REQUIRED ACTION: Using the listing that follows, return every line with the word "roads".

(DATASET CONTENT begins)

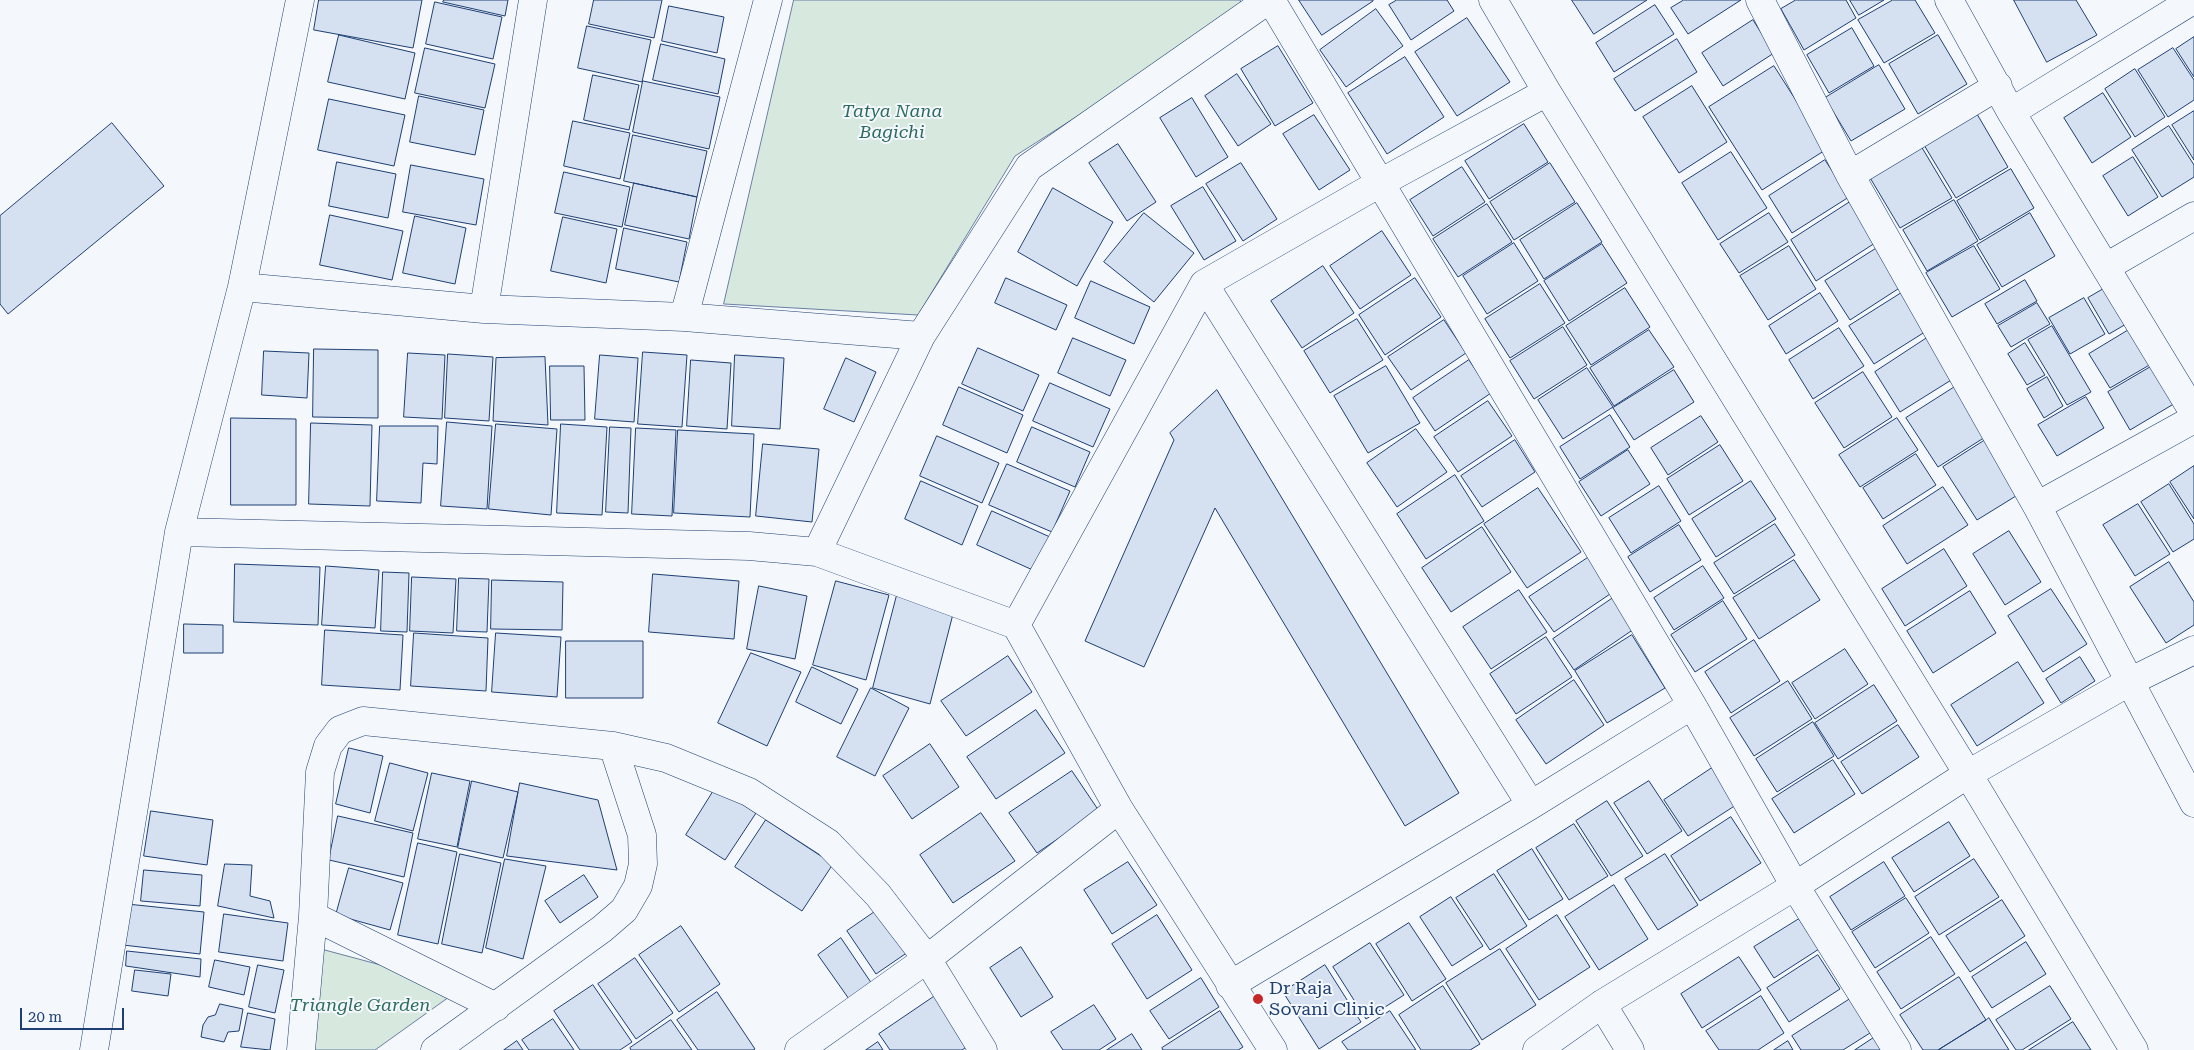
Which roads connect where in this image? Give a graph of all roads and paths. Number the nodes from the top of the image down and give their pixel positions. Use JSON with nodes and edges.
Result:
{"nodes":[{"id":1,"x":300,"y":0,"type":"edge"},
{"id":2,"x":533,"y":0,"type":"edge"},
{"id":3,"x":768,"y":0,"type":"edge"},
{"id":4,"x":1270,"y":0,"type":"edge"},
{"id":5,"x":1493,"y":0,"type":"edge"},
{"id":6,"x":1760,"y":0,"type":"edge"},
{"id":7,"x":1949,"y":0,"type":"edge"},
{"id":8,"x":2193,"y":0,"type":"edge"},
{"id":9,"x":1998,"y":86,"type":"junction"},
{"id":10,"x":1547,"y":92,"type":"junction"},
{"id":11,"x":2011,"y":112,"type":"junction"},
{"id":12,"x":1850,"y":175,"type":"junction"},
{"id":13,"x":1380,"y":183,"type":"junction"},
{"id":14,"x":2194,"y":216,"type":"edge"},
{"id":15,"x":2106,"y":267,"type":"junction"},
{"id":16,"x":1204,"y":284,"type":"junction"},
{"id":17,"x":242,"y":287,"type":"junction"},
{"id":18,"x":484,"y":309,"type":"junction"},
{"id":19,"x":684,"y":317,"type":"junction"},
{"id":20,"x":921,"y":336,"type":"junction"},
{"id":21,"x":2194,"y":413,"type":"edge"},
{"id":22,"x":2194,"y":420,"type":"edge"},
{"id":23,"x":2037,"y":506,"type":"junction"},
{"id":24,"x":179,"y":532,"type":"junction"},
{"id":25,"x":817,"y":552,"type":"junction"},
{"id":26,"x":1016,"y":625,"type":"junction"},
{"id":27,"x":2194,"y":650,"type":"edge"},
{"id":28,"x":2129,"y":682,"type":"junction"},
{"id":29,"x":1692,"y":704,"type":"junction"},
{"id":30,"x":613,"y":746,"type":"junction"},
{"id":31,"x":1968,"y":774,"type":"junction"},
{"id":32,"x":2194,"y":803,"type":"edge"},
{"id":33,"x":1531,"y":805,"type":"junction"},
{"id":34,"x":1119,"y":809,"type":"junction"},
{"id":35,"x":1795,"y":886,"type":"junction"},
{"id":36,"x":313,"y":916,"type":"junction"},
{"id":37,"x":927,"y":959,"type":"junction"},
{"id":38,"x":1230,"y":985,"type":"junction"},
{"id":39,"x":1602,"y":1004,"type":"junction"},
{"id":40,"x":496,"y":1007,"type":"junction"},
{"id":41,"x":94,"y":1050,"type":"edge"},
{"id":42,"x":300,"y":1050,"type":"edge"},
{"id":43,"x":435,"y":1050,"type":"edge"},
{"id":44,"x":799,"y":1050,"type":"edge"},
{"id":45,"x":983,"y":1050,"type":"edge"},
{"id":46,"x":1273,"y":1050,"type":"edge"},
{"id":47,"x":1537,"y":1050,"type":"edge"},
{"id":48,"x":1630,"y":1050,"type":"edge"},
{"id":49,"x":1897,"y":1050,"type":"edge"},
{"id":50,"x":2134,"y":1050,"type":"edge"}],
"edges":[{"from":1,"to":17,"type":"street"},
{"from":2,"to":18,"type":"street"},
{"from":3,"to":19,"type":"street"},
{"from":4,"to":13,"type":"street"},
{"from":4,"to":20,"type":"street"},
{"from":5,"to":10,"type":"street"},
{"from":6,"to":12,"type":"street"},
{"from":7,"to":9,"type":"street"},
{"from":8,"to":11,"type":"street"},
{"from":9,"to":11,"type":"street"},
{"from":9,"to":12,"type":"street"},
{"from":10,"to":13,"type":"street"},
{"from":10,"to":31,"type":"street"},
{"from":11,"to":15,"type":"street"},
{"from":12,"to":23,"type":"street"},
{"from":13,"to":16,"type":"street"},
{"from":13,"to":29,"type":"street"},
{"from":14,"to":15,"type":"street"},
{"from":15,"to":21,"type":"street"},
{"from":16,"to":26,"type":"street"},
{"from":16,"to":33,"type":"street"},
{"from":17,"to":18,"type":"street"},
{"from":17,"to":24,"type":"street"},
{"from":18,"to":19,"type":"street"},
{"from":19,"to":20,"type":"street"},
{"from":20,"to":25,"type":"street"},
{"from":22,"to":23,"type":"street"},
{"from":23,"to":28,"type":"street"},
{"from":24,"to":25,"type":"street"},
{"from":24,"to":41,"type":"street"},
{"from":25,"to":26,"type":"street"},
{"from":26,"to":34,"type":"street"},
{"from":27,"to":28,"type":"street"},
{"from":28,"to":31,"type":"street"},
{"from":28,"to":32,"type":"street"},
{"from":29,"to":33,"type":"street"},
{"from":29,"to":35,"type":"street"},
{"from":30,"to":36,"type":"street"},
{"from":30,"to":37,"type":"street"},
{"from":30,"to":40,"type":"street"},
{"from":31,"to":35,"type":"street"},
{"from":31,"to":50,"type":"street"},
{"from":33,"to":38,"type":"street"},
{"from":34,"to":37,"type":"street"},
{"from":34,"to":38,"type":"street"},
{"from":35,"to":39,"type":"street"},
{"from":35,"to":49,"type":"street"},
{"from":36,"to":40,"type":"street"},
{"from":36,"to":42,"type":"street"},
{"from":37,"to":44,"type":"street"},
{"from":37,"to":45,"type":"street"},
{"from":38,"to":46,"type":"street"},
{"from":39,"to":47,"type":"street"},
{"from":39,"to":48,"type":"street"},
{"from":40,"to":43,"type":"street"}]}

(DATASET CONTENT ends)
(DATASET CONTENT begins)

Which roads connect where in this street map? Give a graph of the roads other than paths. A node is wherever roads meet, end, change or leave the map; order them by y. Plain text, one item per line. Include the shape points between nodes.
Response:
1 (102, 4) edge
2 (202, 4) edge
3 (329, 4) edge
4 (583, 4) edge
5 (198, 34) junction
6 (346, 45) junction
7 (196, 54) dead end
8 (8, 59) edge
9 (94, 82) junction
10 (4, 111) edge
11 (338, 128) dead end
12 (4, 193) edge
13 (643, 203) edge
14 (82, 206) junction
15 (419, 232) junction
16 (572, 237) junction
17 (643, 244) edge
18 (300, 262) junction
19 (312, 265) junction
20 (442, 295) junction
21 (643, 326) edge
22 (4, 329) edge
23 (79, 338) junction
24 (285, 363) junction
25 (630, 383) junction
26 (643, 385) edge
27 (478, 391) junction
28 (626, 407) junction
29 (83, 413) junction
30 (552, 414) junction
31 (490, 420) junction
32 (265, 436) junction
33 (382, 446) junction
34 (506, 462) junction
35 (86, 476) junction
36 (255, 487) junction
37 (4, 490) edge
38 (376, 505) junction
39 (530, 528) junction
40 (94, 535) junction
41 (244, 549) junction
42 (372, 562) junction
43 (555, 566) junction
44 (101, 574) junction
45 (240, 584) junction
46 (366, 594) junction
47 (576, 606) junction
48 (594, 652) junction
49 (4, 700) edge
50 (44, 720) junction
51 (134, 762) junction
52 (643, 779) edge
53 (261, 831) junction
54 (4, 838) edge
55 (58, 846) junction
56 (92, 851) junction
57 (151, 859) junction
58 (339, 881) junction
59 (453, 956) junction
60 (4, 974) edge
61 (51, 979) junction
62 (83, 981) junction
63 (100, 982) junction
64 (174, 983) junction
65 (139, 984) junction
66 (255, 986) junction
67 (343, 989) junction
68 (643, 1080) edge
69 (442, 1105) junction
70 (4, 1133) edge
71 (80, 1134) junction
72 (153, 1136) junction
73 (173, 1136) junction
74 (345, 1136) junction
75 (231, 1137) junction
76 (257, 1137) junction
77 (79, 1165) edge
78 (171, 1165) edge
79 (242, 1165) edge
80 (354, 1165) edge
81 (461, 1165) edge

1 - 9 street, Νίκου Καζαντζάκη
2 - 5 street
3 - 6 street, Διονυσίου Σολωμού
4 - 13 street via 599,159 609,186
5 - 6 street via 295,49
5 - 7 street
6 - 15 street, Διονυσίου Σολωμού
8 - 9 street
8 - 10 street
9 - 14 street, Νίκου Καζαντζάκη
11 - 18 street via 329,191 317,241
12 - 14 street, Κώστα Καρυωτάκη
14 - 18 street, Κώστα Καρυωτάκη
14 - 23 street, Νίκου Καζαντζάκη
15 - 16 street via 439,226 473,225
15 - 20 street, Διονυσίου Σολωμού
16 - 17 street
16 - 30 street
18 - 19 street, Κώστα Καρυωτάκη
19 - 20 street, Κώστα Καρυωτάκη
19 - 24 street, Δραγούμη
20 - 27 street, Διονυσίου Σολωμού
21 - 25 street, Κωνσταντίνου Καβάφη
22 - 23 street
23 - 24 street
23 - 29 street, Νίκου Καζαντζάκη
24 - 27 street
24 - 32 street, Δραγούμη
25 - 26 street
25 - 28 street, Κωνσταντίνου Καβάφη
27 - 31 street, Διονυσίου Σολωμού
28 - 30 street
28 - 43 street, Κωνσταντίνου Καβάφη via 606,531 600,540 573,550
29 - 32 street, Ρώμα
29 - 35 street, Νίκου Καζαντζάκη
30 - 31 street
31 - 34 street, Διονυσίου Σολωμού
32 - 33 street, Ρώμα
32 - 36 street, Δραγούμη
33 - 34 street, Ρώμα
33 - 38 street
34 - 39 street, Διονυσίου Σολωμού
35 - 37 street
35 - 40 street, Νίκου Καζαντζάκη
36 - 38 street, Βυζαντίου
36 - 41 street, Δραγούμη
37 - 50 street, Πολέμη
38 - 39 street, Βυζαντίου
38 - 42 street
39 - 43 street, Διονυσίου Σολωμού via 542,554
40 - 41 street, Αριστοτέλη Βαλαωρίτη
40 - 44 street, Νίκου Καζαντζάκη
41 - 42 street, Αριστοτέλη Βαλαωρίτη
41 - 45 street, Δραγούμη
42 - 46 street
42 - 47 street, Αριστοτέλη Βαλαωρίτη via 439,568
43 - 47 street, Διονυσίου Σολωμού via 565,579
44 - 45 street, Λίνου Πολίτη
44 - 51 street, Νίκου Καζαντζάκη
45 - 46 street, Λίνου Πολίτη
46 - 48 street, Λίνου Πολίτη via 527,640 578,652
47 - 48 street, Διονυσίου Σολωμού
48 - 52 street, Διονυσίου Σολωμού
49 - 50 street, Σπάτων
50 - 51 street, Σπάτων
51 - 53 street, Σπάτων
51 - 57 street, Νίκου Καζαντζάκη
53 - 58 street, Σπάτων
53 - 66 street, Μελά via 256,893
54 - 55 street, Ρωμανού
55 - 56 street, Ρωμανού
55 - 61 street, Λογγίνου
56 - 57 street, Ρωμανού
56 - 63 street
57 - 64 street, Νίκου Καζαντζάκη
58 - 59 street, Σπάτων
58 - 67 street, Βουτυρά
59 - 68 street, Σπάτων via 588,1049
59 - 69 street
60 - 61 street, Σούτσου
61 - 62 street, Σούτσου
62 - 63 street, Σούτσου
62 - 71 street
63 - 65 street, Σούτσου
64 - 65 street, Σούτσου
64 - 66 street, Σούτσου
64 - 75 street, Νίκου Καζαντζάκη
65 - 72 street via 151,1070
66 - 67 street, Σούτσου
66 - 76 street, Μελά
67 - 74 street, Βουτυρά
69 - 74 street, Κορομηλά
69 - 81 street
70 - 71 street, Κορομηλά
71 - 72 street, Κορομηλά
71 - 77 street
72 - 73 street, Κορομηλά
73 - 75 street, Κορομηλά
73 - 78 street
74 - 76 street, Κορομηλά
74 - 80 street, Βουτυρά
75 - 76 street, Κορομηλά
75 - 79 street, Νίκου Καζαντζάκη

(DATASET CONTENT ends)

ANSWER FOR THIS EXERCISE:
Which roads connect where in this image? Give a graph of all roads and paths. Number the nodes from the top of the image down and give their pixel positions. Use JSON with nodes and edges.
Which roads connect where in this street map? Give a graph of the roads other than paths. A node is wherever roads meet, end, change or leave the map; order them by y. Plain text, one item per line. Include the shape points between nodes.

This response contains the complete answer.